- Activity -
Write out every entry, unchanged. Skip any picture.

━━━━━ Data records

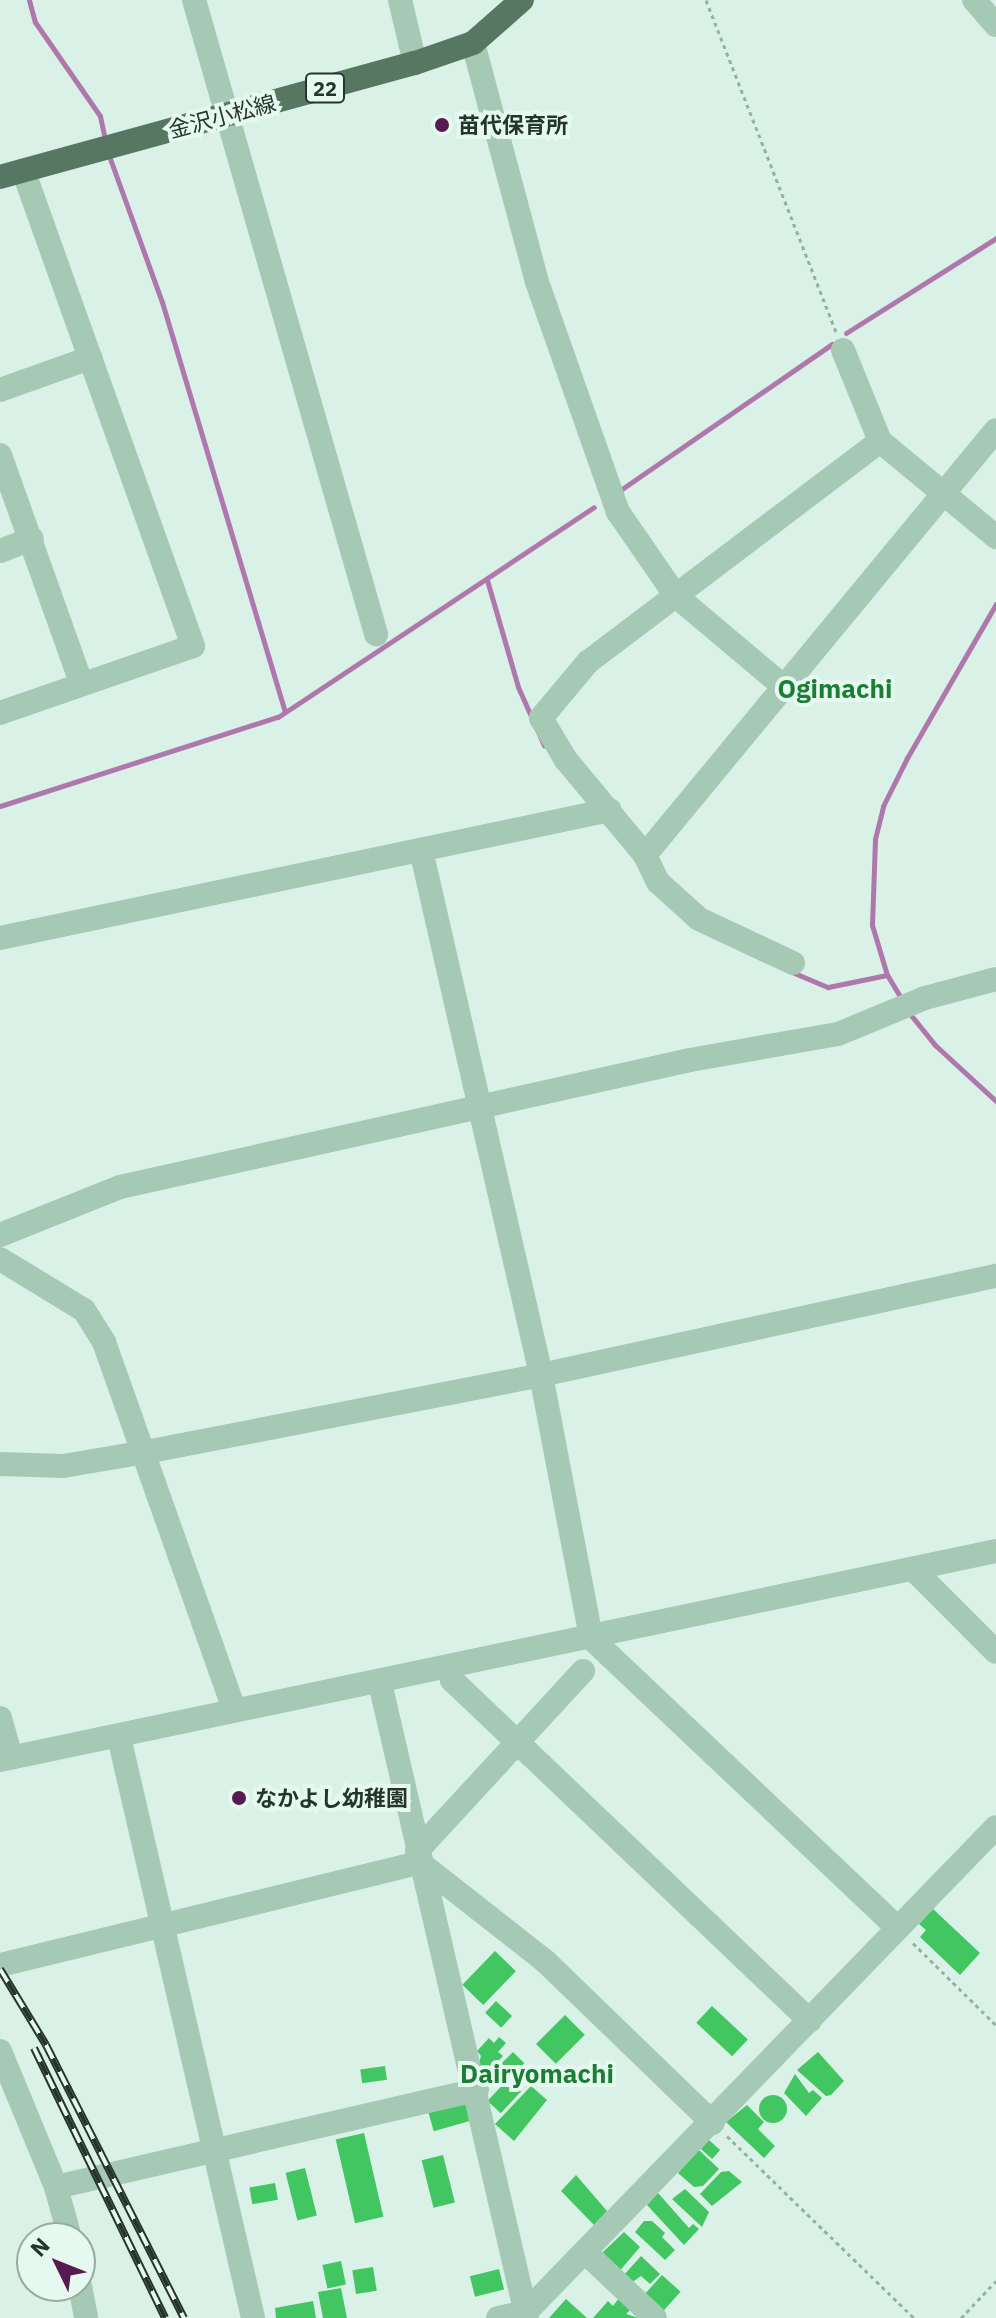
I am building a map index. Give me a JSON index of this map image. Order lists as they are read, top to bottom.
{
  "streets": {
    "main road": ["22", "金沢小松線"]
  },
  "districts": ["Ogimachi", "Dairyomachi"],
  "places": ["苗代保育所", "なかよし幼稚園"],
  "north": "top left"
}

━━━━━━━━━━

- Exercise output -
I am building a map index. Give me a JSON index of this map image. Order lists as they are read, top to bottom.
{
  "streets": {
    "main road": ["22", "金沢小松線"]
  },
  "districts": ["Ogimachi", "Dairyomachi"],
  "places": ["苗代保育所", "なかよし幼稚園"],
  "north": "top left"
}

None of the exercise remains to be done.